- Given records
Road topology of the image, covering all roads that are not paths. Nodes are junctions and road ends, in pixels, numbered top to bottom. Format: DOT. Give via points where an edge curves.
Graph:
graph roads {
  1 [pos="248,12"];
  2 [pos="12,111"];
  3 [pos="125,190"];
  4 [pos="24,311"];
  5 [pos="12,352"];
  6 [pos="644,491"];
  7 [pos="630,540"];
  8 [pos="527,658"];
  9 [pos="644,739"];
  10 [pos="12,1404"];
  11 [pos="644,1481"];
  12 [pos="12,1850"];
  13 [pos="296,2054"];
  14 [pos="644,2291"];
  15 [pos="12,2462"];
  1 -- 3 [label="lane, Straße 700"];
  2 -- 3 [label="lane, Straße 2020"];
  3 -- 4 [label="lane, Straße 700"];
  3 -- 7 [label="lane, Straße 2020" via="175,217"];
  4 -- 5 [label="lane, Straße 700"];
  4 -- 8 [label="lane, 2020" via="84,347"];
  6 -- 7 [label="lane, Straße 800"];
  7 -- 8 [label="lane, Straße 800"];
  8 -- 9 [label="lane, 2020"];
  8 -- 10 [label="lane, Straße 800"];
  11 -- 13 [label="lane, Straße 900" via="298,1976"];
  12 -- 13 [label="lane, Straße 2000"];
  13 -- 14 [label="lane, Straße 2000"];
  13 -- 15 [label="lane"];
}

- Task prompt
From the first line to the last, give the data again exactly.

- Exercise response
Road topology of the image, covering all roads that are not paths. Nodes are junctions and road ends, in pixels, numbered top to bottom. Format: DOT. Give via points where an edge curves.
Graph:
graph roads {
  1 [pos="248,12"];
  2 [pos="12,111"];
  3 [pos="125,190"];
  4 [pos="24,311"];
  5 [pos="12,352"];
  6 [pos="644,491"];
  7 [pos="630,540"];
  8 [pos="527,658"];
  9 [pos="644,739"];
  10 [pos="12,1404"];
  11 [pos="644,1481"];
  12 [pos="12,1850"];
  13 [pos="296,2054"];
  14 [pos="644,2291"];
  15 [pos="12,2462"];
  1 -- 3 [label="lane, Straße 700"];
  2 -- 3 [label="lane, Straße 2020"];
  3 -- 4 [label="lane, Straße 700"];
  3 -- 7 [label="lane, Straße 2020" via="175,217"];
  4 -- 5 [label="lane, Straße 700"];
  4 -- 8 [label="lane, 2020" via="84,347"];
  6 -- 7 [label="lane, Straße 800"];
  7 -- 8 [label="lane, Straße 800"];
  8 -- 9 [label="lane, 2020"];
  8 -- 10 [label="lane, Straße 800"];
  11 -- 13 [label="lane, Straße 900" via="298,1976"];
  12 -- 13 [label="lane, Straße 2000"];
  13 -- 14 [label="lane, Straße 2000"];
  13 -- 15 [label="lane"];
}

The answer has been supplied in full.